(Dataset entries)
------------------------

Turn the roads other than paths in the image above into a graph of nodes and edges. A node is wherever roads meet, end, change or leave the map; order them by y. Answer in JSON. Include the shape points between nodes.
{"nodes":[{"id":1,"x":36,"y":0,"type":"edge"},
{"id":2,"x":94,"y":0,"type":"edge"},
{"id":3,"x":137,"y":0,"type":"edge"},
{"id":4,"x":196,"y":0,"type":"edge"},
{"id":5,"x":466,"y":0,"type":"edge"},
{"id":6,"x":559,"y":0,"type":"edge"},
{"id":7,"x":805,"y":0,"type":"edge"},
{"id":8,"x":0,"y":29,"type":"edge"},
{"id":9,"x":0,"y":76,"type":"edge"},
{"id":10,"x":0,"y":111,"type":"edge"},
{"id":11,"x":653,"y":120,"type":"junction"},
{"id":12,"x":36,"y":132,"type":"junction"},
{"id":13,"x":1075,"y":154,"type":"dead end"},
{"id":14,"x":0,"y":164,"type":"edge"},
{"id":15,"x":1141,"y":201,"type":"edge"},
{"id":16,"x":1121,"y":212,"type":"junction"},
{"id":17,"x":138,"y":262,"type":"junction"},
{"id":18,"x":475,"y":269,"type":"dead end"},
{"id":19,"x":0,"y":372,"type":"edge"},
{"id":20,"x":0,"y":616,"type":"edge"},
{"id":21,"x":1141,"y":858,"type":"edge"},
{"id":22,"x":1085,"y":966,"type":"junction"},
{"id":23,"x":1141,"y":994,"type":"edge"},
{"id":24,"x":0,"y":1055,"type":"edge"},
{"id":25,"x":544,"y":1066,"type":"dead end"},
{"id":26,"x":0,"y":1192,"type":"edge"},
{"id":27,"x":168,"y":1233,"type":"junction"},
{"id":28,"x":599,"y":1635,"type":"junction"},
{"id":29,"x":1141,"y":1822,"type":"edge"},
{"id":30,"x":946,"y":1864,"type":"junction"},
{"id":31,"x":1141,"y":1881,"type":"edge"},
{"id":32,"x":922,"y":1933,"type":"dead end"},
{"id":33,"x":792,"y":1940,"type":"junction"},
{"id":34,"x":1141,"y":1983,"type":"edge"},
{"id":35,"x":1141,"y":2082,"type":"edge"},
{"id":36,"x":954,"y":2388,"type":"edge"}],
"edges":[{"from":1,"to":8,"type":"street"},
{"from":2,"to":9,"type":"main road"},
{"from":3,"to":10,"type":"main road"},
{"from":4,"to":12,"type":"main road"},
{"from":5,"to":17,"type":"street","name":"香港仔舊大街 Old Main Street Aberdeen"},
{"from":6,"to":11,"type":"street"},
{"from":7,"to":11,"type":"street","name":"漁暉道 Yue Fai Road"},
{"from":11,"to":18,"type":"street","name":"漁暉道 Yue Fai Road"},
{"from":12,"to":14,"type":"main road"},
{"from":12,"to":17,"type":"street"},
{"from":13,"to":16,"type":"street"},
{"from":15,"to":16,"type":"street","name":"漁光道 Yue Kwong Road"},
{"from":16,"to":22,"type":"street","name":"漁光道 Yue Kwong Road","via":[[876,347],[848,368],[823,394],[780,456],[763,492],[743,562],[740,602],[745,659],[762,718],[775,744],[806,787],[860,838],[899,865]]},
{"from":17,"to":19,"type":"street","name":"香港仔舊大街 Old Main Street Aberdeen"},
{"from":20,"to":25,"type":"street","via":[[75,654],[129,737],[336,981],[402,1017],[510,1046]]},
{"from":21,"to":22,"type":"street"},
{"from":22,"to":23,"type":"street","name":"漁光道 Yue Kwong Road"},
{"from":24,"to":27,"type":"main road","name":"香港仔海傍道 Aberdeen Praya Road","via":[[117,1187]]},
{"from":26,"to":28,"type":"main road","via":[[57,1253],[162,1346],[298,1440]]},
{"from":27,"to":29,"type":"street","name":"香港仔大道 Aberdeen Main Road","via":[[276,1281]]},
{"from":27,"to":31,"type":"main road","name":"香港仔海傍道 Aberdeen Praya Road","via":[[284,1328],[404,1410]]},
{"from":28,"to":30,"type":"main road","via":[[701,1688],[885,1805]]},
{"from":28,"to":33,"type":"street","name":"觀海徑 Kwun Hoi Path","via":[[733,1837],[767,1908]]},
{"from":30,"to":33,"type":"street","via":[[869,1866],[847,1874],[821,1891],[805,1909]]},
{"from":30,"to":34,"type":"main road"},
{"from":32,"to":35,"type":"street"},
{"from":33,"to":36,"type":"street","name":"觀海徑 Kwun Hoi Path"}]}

------------------------

- _REQUIRED ACTION_
All the data above should be set down a second time, exactly.

- _SOLUTION FOR THIS TASK_
Turn the roads other than paths in the image above into a graph of nodes and edges. A node is wherever roads meet, end, change or leave the map; order them by y. Answer in JSON. Include the shape points between nodes.
{"nodes":[{"id":1,"x":36,"y":0,"type":"edge"},
{"id":2,"x":94,"y":0,"type":"edge"},
{"id":3,"x":137,"y":0,"type":"edge"},
{"id":4,"x":196,"y":0,"type":"edge"},
{"id":5,"x":466,"y":0,"type":"edge"},
{"id":6,"x":559,"y":0,"type":"edge"},
{"id":7,"x":805,"y":0,"type":"edge"},
{"id":8,"x":0,"y":29,"type":"edge"},
{"id":9,"x":0,"y":76,"type":"edge"},
{"id":10,"x":0,"y":111,"type":"edge"},
{"id":11,"x":653,"y":120,"type":"junction"},
{"id":12,"x":36,"y":132,"type":"junction"},
{"id":13,"x":1075,"y":154,"type":"dead end"},
{"id":14,"x":0,"y":164,"type":"edge"},
{"id":15,"x":1141,"y":201,"type":"edge"},
{"id":16,"x":1121,"y":212,"type":"junction"},
{"id":17,"x":138,"y":262,"type":"junction"},
{"id":18,"x":475,"y":269,"type":"dead end"},
{"id":19,"x":0,"y":372,"type":"edge"},
{"id":20,"x":0,"y":616,"type":"edge"},
{"id":21,"x":1141,"y":858,"type":"edge"},
{"id":22,"x":1085,"y":966,"type":"junction"},
{"id":23,"x":1141,"y":994,"type":"edge"},
{"id":24,"x":0,"y":1055,"type":"edge"},
{"id":25,"x":544,"y":1066,"type":"dead end"},
{"id":26,"x":0,"y":1192,"type":"edge"},
{"id":27,"x":168,"y":1233,"type":"junction"},
{"id":28,"x":599,"y":1635,"type":"junction"},
{"id":29,"x":1141,"y":1822,"type":"edge"},
{"id":30,"x":946,"y":1864,"type":"junction"},
{"id":31,"x":1141,"y":1881,"type":"edge"},
{"id":32,"x":922,"y":1933,"type":"dead end"},
{"id":33,"x":792,"y":1940,"type":"junction"},
{"id":34,"x":1141,"y":1983,"type":"edge"},
{"id":35,"x":1141,"y":2082,"type":"edge"},
{"id":36,"x":954,"y":2388,"type":"edge"}],
"edges":[{"from":1,"to":8,"type":"street"},
{"from":2,"to":9,"type":"main road"},
{"from":3,"to":10,"type":"main road"},
{"from":4,"to":12,"type":"main road"},
{"from":5,"to":17,"type":"street","name":"香港仔舊大街 Old Main Street Aberdeen"},
{"from":6,"to":11,"type":"street"},
{"from":7,"to":11,"type":"street","name":"漁暉道 Yue Fai Road"},
{"from":11,"to":18,"type":"street","name":"漁暉道 Yue Fai Road"},
{"from":12,"to":14,"type":"main road"},
{"from":12,"to":17,"type":"street"},
{"from":13,"to":16,"type":"street"},
{"from":15,"to":16,"type":"street","name":"漁光道 Yue Kwong Road"},
{"from":16,"to":22,"type":"street","name":"漁光道 Yue Kwong Road","via":[[876,347],[848,368],[823,394],[780,456],[763,492],[743,562],[740,602],[745,659],[762,718],[775,744],[806,787],[860,838],[899,865]]},
{"from":17,"to":19,"type":"street","name":"香港仔舊大街 Old Main Street Aberdeen"},
{"from":20,"to":25,"type":"street","via":[[75,654],[129,737],[336,981],[402,1017],[510,1046]]},
{"from":21,"to":22,"type":"street"},
{"from":22,"to":23,"type":"street","name":"漁光道 Yue Kwong Road"},
{"from":24,"to":27,"type":"main road","name":"香港仔海傍道 Aberdeen Praya Road","via":[[117,1187]]},
{"from":26,"to":28,"type":"main road","via":[[57,1253],[162,1346],[298,1440]]},
{"from":27,"to":29,"type":"street","name":"香港仔大道 Aberdeen Main Road","via":[[276,1281]]},
{"from":27,"to":31,"type":"main road","name":"香港仔海傍道 Aberdeen Praya Road","via":[[284,1328],[404,1410]]},
{"from":28,"to":30,"type":"main road","via":[[701,1688],[885,1805]]},
{"from":28,"to":33,"type":"street","name":"觀海徑 Kwun Hoi Path","via":[[733,1837],[767,1908]]},
{"from":30,"to":33,"type":"street","via":[[869,1866],[847,1874],[821,1891],[805,1909]]},
{"from":30,"to":34,"type":"main road"},
{"from":32,"to":35,"type":"street"},
{"from":33,"to":36,"type":"street","name":"觀海徑 Kwun Hoi Path"}]}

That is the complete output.